Department of Chemistry, Faculty of Science, Imam Hossein University, Tehran, Iran.
Drug Deliv. 2020 Dec;27(1):1201-1217. doi: 10.1080/10717544.2020.1801890.
Superparamagnetic iron oxide nanoparticles have been synthesized using chain length of (3-aminopropyl) triethoxysilane for cancer therapy. First, we have developed a layer by layer functionalized with grafting 2,4-toluene diisocyanate as a bi-functional covalent linker onto a nano-FeO support. Then, they were characterized by Fourier transform infrared, X-ray powder diffraction, field emission scanning electron microscopy, energy-dispersive X-ray spectroscopy, and VSM techniques. Finally, all nanoparticles with positive or negative surface charges were tested against K562 (myelogenous leukemia cancer) cell lines to demonstrate their therapeutic efficacy by MTT assay test. We found that the higher toxicity of FeO@SiO@APTS ∼ Schiff base-Cu(II) (IC: 1000 μg/mL) is due to their stronger degradation, with larger intracellular release of iron ions, as compared to surface passivated NPs. For first time, the molecular dynamic simulations of all compounds were carried out afterwards optimizing using MM+, Semi-empirical (AM1) and Ab-initio (STO-3G), Forcite Gemo Opt, Forcite Dynamics, Forcite Energy and CASTEP in Materials studio 2017. The energy (eV), space group, lattice parameters (Å), unit cell parameters (Å), and electron density of the predicted structures were taken from the CASTEP module of Materials Studio. The docking methods were used to predict the DNA binding affinity, ribonucleotide reductase, and topoisomerase II.

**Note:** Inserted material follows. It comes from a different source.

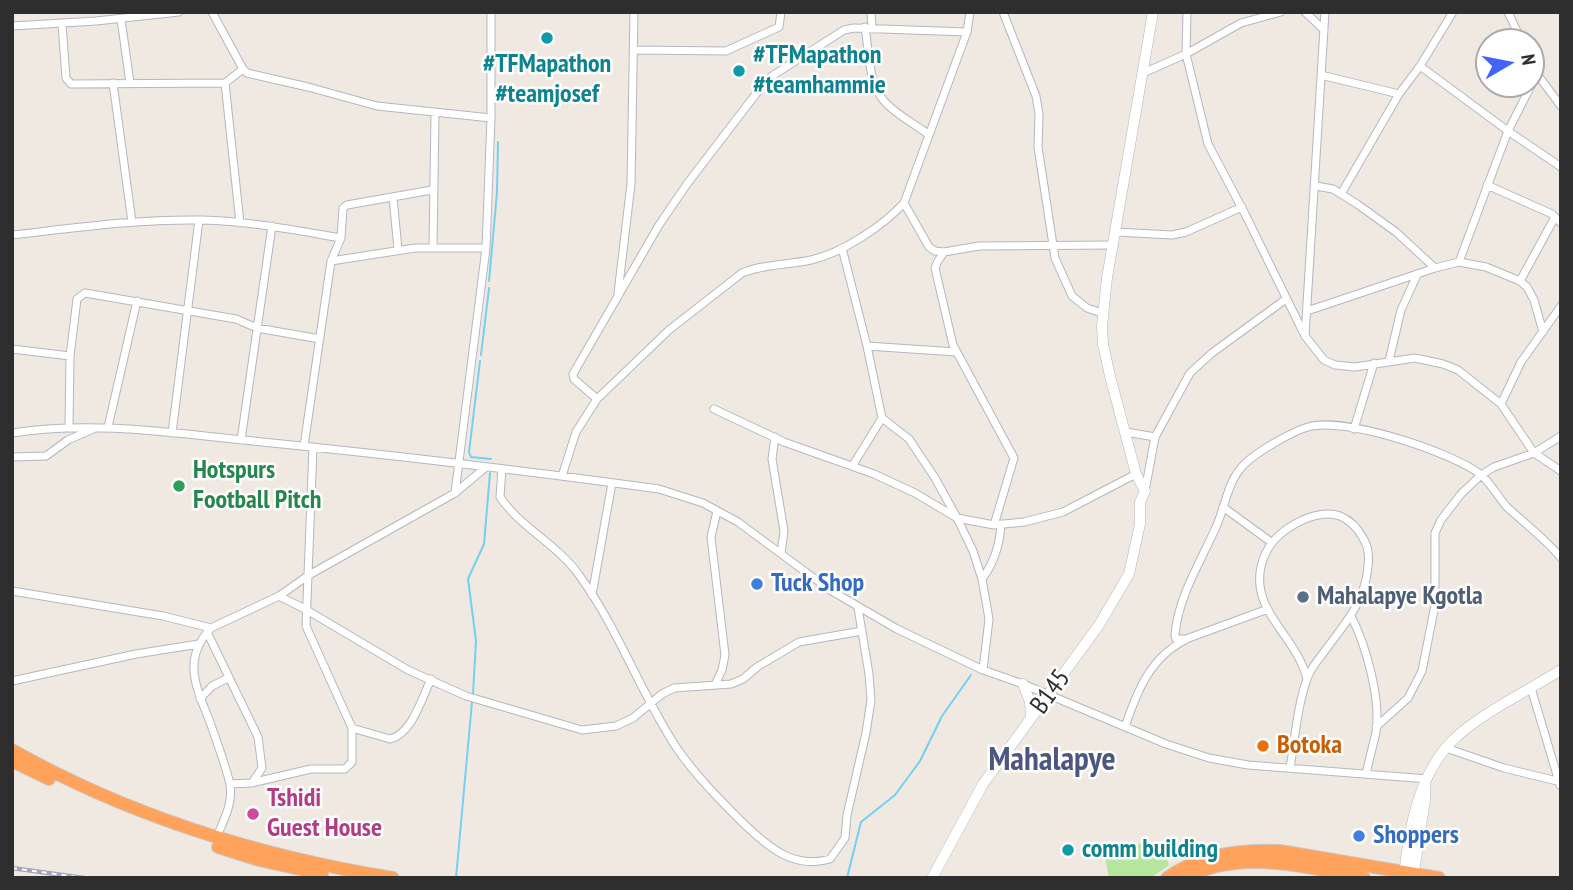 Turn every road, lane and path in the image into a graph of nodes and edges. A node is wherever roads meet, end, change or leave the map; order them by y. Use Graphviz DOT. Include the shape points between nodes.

使用(3-氨丙基)三乙氧基硅烷的链长合成超顺磁氧化铁纳米粒子用于癌症治疗。首先,我们通过层层功能化,将 2,4-甲苯二异氰酸酯接枝到纳米 FeO 载体上作为双官能共价连接体。然后,通过傅里叶变换红外光谱、X 射线粉末衍射、场发射扫描电子显微镜、能谱和 VSM 技术对其进行了表征。最后,所有带正电荷或负电荷的纳米粒子都与 K562(髓性白血病癌细胞)细胞系进行了测试,通过 MTT 测定试验证明了它们的治疗效果。我们发现,由于更强的降解,具有更大的细胞内铁离子释放,FeO@SiO@APTS∼Schiff 碱-Cu(II)(IC:1000μg/mL)的毒性更高。首次对所有化合物进行了分子动力学模拟,随后使用 MM+、半经验(AM1)和从头算(STO-3G)、Forcite Gemo Opt、Forcite Dynamics、Forcite Energy 和 CASTEP 在 Materials studio 2017 中进行了优化。预测结构的能量(eV)、空间群、晶格参数(Å)、晶胞参数(Å)和电子密度取自 Materials Studio 的 CASTEP 模块。采用对接方法预测 DNA 结合亲和力、核糖核苷酸还原酶和拓扑异构酶 II。